While “Nine Night” has no LGBTQ characters as identified in the play, Douglas’ upcoming project is a different story. 

In spring, Douglas makes his first foray into staging opera with Terrance Blanchard’s “Champion” at Boston Lyric Opera. It’s based on the life of queer boxer Emile Griffith, the talented welterweight who regained the world championship in 1962 when gay sex was still classified as a crime in developed countries. 

And to Douglas’ astonishment, internationally famous mezzo soprano Stephanie Blythe is cast to play a supporting role in “Champion.” He’s both excited and terrified: “I’m incredibly lucky that she’s a part of the production. But any hope of flying under the radar with my first opera is over.” 
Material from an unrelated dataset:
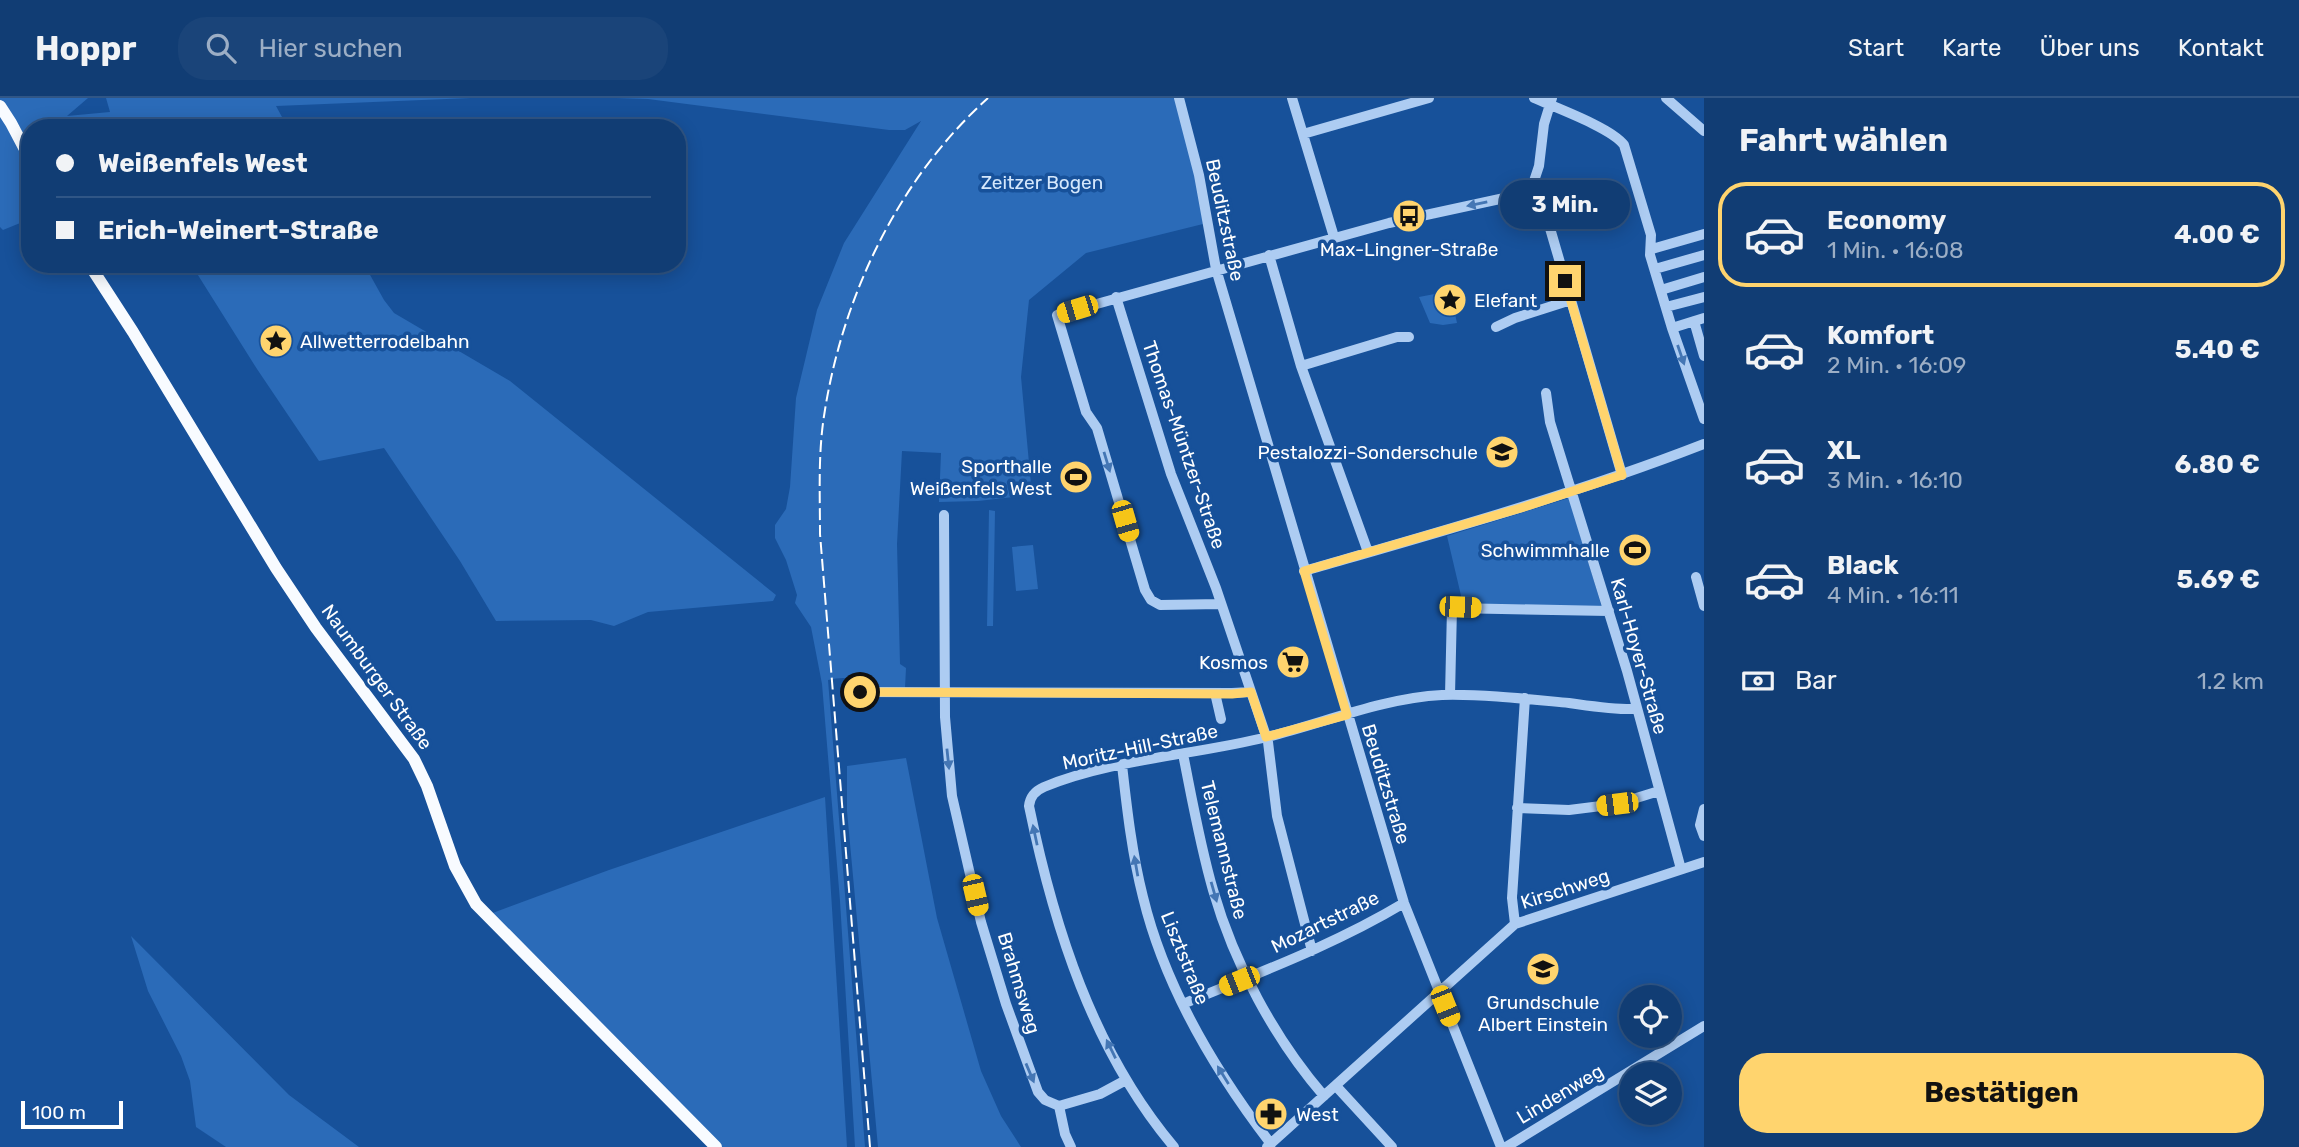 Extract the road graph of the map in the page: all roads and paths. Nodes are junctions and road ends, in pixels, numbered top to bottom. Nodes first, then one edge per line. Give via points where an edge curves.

At 18, Douglas made a beeline from Long Island to Manhattan. For many years he called New York home. Now he’s in Boston where he is the distinguished artist in residence at Emerson College. But over the years, he’s maintained a special relationship with the DMV. In addition to being sort of a staple at Round House, he’s directed to much acclaim at Arena Stage, Studio Theatre, and Theater Alliance to name a few. 

In fact, his professional directorial career kickstarted at D.C.’s Folger with “Richard III” in 1995. 

“I was a complete unknown to them. I had no track record yet. But the Folger was at a point where they could take risks. They needed to replace a director, and on the recommendation of a costume designer who’d heard of me, Michael Tolaydo who played the production’s titular role, agreed to take me on. That really changed things for me.”

“Being pretty much a gun for hire, every time D.C. asks me back, I always say yes.”